Liraglutide and empagliflozin alleviate diabetic cardiomyopathy by reducing oxidative stress and inflammation.

Abstract

Background: Diabetes mellitus (DM) is a growing metabolic disease worldwide, associated with severe complications. Glucagon-like peptide-1 analogs and sodium-glucose cotransporter-2 inhibitors are promising therapeutic options for diabetic cardiomyopathy (DCM), although their cardioprotective mechanisms are not yet fully understood.

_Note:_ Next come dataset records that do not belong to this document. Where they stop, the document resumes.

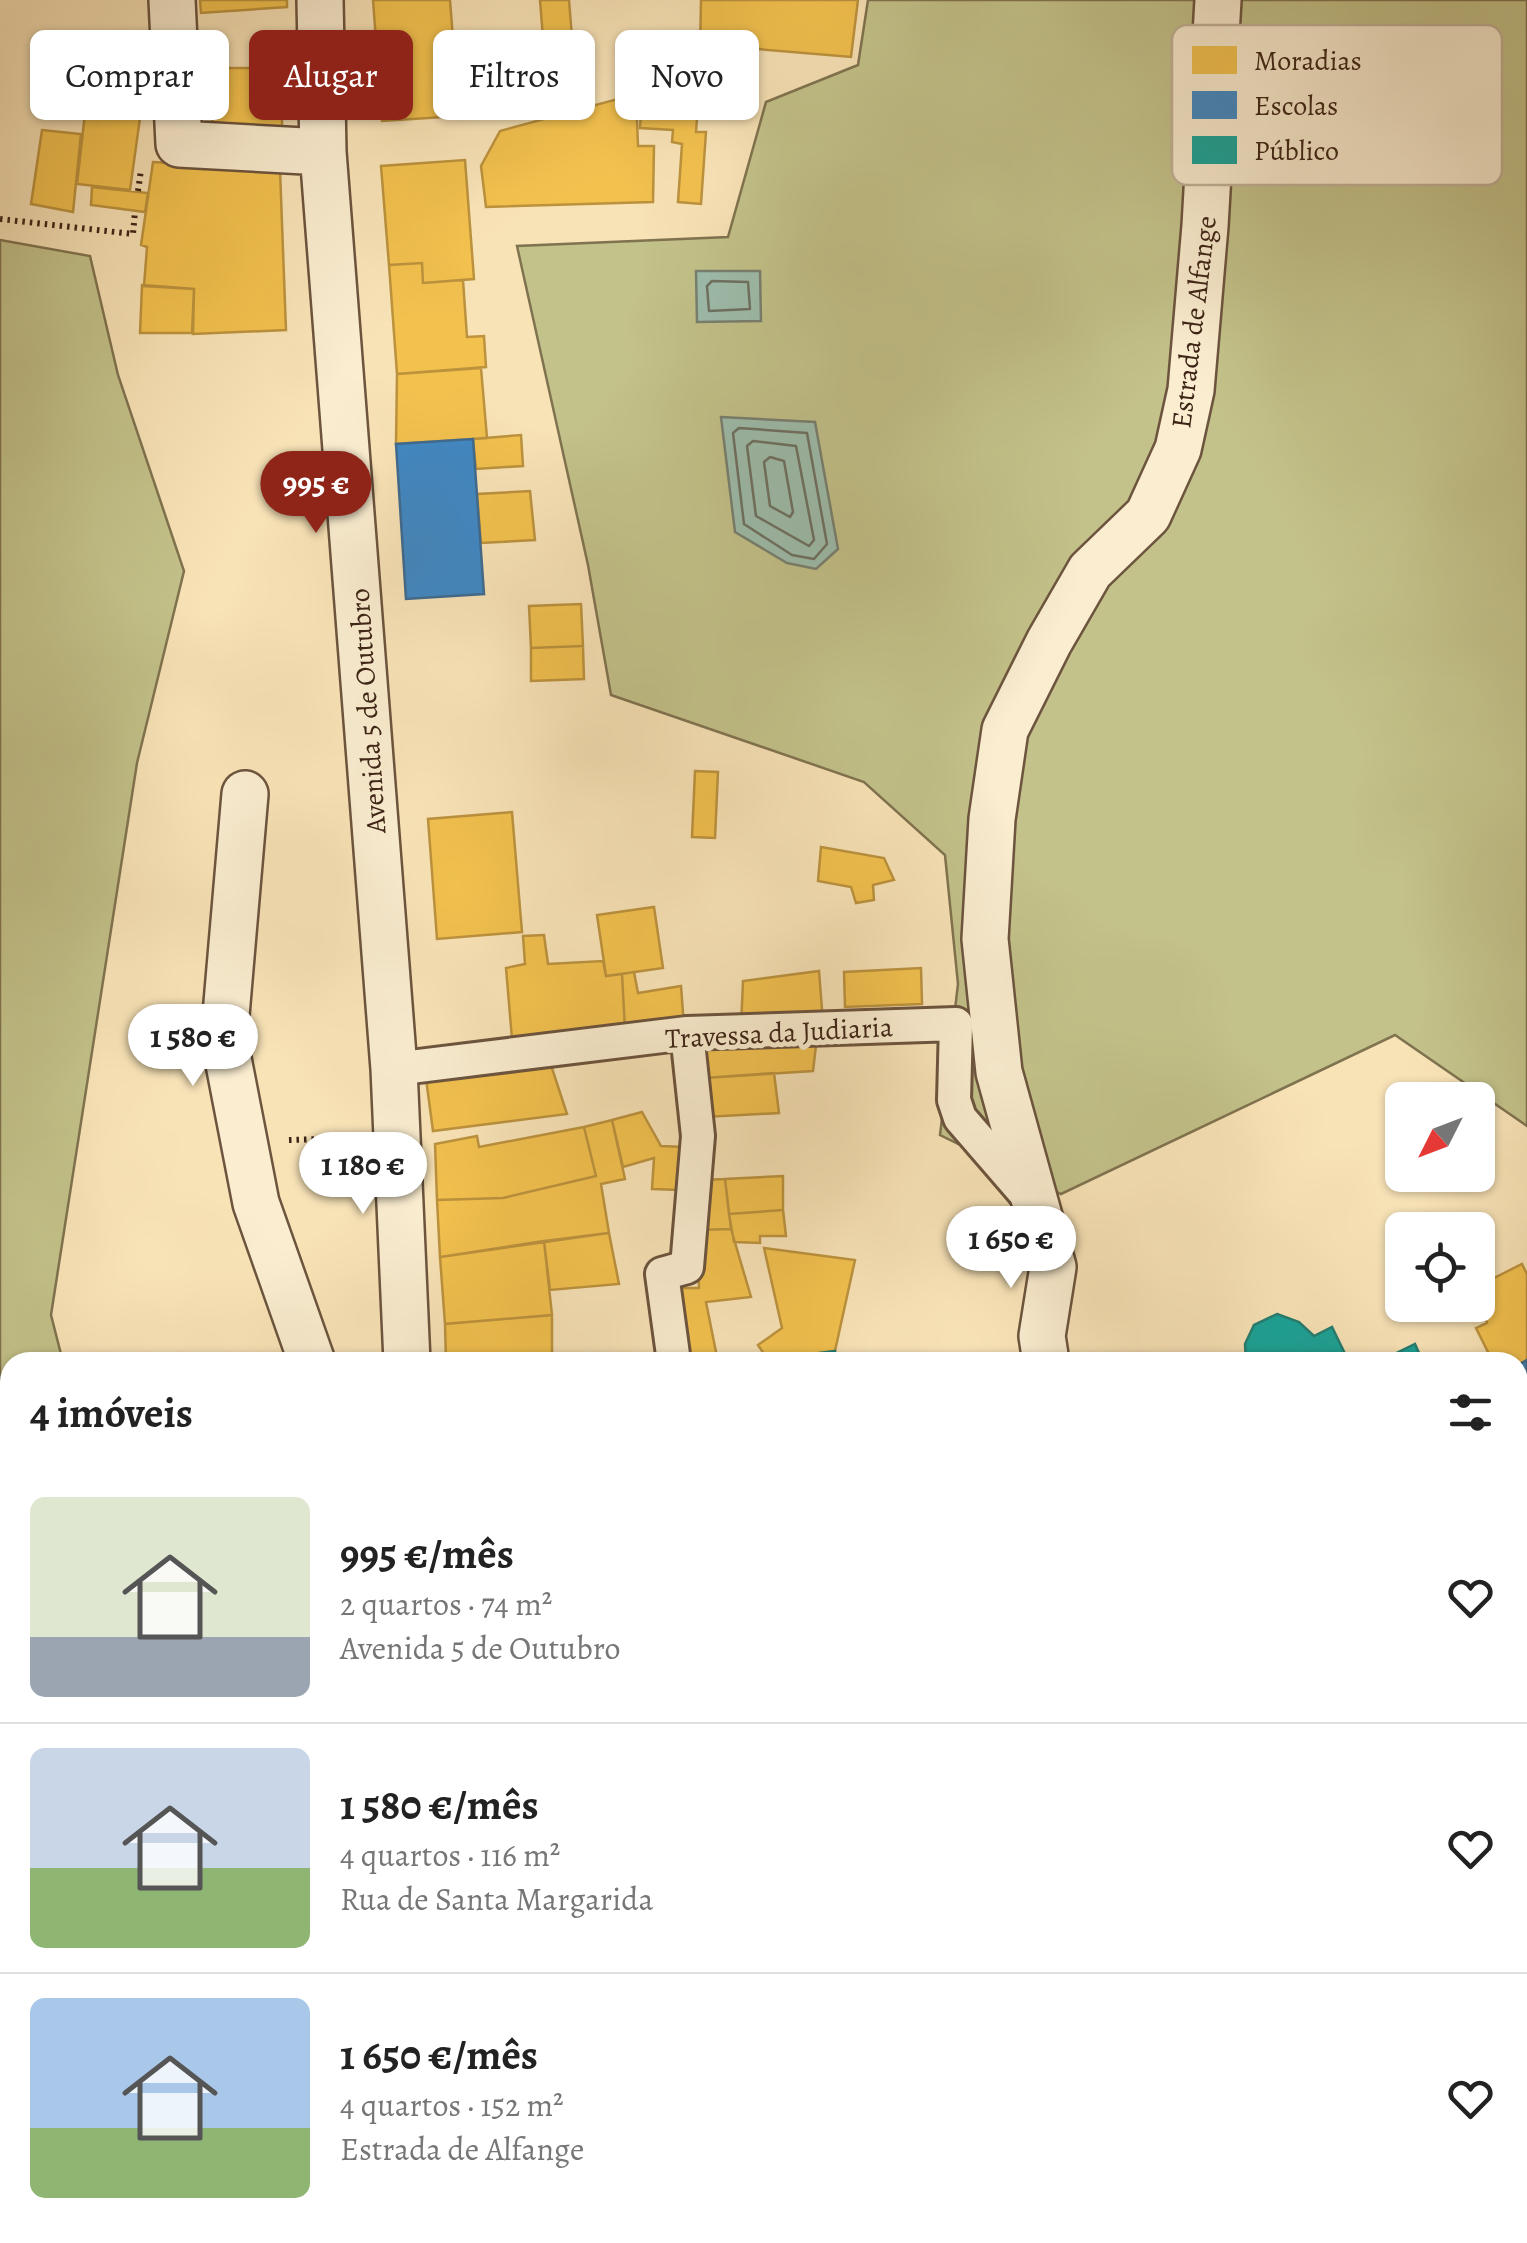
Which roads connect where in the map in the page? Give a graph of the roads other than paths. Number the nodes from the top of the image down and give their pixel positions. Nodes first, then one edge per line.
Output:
1 (172, 0) edge
2 (320, 0) edge
3 (1218, 0) edge
4 (1217, 25) edge
5 (324, 152) junction
6 (1208, 185) edge
7 (245, 794) dead end
8 (687, 1033) junction
9 (394, 1069) junction
10 (1034, 1204) junction
11 (308, 1352) edge
12 (407, 1352) edge
13 (673, 1352) edge
14 (1044, 1352) edge

1 - 5 street
2 - 5 street, Avenida 5 de Outubro
3 - 4 street, Estrada de Alfange
5 - 9 street, Avenida 5 de Outubro
6 - 10 street, Estrada de Alfange
7 - 11 street
8 - 9 street, Travessa da Judiaria
8 - 10 street, Travessa da Judiaria
8 - 13 street
9 - 12 street, Avenida 5 de Outubro
10 - 14 street, Estrada de Alfange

Objective: This study evaluates the effects of liraglutide and empagliflozin on oxidative stress, inflammation, and histological changes in cardiac tissue in DCM.

Materials and methods: Thirty-seven male Wistar albino rats were divided into four groups. Diabetes was induced in three groups using streptozotocin and nicotinamide. The groups were: (1) Control, (2) DM, (3) DM + Liraglutide (0.6 mg/kg, subcutaneously, 8 weeks), and (4) DM + Empagliflozin (30 mg/kg, oral gavage, 8 weeks). Blood samples were analyzed through enzyme-linked immunosorbent assay for tumor necrosis factor-α (TNF-α), interleukin-1 (IL-1), malondialdehyde (MDA), superoxide dismutase (SOD), advanced glycation end (AGEs) products, and insulin. Cardiac tissue was examined histopathologically.

Results: Diabetes significantly increased blood glucose, IL-1, TNF-α, MDA, and AGEs (p < 0.01), while SOD levels decreased (p < 0.01), alongside myocardial damage. Liraglutide and empagliflozin improved all parameters (p < 0.01).

Conclusion: Liraglutide and empagliflozin mitigate diabetes-induced cardiac damage, likely by reducing fibrosis, oxidative stress, and inflammation.